**What you should do**
Lines below that hold the word "wrist" must be copied in full.

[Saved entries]
[Start of Attachment]

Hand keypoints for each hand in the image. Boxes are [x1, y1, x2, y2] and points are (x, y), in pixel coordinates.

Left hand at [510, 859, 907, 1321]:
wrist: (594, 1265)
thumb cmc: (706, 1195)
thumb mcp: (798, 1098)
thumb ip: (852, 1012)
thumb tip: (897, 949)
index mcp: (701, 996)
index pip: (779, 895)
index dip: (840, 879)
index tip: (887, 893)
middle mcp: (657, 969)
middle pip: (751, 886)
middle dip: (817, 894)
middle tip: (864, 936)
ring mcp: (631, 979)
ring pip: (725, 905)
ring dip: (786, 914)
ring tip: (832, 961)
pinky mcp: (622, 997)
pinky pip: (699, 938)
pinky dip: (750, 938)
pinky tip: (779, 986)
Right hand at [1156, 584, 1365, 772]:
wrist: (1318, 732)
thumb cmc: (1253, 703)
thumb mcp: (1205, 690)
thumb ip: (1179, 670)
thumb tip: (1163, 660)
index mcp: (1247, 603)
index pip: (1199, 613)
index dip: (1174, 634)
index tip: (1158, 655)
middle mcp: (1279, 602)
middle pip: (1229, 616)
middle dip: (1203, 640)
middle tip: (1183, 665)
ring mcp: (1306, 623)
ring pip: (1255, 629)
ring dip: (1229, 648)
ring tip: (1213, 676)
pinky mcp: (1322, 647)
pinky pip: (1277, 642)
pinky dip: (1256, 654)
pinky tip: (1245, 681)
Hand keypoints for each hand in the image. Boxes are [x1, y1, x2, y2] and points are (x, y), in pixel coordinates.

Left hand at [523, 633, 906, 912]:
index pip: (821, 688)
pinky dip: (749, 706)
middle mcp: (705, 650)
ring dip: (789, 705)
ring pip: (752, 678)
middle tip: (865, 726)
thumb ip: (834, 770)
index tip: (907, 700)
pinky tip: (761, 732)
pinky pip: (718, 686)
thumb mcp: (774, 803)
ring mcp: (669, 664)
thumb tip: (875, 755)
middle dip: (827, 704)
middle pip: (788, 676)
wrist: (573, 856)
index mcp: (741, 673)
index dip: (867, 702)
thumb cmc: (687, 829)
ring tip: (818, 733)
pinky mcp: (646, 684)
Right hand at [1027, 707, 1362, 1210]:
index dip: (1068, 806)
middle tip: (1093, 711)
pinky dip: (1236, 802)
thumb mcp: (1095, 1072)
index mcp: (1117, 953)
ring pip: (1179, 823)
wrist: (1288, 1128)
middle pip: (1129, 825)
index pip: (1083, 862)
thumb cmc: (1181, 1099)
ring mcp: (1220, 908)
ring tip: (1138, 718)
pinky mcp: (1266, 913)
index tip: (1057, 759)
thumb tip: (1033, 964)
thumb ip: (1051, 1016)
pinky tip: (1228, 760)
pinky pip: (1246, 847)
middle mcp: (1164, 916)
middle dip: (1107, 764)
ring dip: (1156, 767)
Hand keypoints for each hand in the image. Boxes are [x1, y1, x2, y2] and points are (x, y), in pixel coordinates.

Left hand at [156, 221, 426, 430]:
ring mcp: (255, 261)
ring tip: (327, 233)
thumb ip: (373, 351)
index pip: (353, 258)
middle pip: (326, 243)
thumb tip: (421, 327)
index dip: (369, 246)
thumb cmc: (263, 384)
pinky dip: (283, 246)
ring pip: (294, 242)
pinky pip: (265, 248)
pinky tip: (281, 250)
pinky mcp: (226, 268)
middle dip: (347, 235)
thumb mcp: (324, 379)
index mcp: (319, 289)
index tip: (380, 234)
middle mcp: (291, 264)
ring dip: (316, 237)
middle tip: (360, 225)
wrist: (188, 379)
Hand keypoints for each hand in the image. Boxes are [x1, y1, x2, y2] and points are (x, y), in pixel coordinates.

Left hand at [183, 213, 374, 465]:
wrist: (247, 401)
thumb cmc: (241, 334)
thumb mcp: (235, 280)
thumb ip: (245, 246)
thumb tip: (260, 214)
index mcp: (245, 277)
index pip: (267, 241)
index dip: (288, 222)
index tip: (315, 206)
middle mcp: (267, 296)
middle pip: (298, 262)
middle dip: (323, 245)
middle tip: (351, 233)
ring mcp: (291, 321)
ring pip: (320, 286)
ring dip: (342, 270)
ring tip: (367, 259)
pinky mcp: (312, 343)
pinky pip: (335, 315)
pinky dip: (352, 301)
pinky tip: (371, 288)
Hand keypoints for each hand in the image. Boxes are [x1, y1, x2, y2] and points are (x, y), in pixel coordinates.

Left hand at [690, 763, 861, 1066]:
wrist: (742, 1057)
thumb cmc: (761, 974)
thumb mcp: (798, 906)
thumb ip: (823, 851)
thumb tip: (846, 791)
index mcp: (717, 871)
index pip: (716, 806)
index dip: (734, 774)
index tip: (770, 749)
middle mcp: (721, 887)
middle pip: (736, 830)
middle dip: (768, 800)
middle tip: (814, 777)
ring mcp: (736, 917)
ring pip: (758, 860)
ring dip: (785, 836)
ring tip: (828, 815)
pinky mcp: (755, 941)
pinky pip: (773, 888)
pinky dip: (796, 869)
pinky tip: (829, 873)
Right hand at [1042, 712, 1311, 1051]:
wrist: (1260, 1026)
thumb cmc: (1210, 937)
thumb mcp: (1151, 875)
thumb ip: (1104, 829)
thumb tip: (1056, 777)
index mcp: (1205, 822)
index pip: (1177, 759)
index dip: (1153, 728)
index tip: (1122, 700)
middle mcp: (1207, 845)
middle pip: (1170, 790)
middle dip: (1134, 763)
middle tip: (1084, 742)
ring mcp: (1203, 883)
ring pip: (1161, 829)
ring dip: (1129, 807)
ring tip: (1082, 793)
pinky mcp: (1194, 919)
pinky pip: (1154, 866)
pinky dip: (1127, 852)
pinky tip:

[End of Attachment]

**Response below**
wrist: (594, 1265)
wrist: (1318, 732)
wrist: (573, 856)
wrist: (1288, 1128)
wrist: (188, 379)
wrist: (247, 401)
wrist: (742, 1057)
wrist: (1260, 1026)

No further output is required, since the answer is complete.